*EXTRACTED INFORMATION*
============================================================
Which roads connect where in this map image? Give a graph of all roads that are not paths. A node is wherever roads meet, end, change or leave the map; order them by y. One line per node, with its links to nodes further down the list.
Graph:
============================================================
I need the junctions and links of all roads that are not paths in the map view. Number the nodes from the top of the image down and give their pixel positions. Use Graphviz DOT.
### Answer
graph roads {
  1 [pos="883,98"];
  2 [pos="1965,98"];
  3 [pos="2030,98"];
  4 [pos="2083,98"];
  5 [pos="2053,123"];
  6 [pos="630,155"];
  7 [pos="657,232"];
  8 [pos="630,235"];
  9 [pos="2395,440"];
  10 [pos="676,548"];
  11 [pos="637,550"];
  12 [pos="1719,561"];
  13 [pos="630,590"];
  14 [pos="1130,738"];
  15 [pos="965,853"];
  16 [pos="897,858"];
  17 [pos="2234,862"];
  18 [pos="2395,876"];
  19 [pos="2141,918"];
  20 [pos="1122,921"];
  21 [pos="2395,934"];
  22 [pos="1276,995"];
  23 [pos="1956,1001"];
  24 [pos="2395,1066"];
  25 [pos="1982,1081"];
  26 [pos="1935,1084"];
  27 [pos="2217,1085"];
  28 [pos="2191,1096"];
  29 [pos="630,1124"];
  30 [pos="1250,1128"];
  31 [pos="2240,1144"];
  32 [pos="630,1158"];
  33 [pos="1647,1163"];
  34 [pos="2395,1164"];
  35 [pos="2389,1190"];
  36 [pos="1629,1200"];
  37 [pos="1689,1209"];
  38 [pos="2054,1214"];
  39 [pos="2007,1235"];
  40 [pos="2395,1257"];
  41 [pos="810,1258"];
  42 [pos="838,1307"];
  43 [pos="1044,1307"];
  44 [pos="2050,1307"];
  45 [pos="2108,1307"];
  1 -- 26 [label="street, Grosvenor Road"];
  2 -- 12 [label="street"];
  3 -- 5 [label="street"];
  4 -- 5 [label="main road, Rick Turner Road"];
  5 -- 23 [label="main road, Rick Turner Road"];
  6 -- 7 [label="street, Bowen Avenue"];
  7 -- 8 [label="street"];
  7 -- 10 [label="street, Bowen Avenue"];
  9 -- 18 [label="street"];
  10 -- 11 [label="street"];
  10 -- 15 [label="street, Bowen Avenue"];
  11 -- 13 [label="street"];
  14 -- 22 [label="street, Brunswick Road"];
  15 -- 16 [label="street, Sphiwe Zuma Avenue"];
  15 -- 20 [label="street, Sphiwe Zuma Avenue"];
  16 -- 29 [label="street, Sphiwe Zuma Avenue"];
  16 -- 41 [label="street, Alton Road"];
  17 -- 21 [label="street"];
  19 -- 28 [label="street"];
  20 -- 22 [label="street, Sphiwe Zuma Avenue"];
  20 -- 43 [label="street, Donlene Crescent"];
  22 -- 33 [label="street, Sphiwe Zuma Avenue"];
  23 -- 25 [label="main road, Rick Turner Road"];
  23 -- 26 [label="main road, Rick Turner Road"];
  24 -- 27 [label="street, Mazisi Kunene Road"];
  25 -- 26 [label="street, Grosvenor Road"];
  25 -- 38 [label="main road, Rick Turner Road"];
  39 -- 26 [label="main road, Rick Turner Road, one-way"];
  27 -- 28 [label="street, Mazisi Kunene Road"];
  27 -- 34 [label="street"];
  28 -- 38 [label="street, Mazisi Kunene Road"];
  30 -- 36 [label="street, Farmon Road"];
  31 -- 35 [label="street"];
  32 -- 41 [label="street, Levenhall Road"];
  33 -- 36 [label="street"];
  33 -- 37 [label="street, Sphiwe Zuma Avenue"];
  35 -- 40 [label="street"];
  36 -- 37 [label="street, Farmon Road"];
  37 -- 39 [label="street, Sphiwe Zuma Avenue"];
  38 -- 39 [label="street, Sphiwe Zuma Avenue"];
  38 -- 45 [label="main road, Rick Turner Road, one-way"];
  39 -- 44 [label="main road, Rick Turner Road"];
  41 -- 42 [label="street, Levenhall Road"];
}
============================================================
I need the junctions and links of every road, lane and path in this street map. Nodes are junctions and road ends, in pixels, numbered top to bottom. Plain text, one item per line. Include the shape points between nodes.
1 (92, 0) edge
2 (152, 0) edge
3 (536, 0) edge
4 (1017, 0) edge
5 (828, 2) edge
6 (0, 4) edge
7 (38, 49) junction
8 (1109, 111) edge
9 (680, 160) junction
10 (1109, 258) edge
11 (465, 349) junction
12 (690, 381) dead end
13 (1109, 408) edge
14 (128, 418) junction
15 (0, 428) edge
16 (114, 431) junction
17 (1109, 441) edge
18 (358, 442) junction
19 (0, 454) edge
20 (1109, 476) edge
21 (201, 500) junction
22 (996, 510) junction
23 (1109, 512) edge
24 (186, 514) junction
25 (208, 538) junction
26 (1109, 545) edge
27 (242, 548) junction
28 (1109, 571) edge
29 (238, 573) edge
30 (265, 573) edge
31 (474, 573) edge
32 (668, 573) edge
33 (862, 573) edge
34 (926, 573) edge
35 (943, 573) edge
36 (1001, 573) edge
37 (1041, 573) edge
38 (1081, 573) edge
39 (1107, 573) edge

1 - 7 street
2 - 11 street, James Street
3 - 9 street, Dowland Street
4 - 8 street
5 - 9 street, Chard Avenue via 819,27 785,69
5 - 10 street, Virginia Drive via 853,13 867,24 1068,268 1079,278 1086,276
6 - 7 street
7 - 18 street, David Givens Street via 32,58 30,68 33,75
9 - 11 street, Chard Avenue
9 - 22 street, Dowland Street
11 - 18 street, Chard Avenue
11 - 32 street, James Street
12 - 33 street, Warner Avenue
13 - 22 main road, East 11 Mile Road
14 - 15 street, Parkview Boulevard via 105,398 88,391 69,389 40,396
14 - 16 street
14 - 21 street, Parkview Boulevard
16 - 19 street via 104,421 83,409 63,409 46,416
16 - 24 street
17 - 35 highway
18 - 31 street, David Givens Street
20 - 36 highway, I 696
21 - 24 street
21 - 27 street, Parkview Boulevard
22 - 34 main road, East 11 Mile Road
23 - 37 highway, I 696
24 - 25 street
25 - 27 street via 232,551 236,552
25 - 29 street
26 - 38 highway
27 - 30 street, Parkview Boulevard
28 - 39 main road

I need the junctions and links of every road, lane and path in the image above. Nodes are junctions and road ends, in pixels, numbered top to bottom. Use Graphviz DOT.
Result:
============================================================
*WHAT THE TASK ASKS*
Which lines above include the word "image"? Pick them out and copy them.

*SOLUTION FOR THIS PROBLEM*
Which roads connect where in this map image? Give a graph of all roads that are not paths. A node is wherever roads meet, end, change or leave the map; order them by y. One line per node, with its links to nodes further down the list.
I need the junctions and links of all roads that are not paths in the map view. Number the nodes from the top of the image down and give their pixel positions. Use Graphviz DOT.
I need the junctions and links of every road, lane and path in the image above. Nodes are junctions and road ends, in pixels, numbered top to bottom. Use Graphviz DOT.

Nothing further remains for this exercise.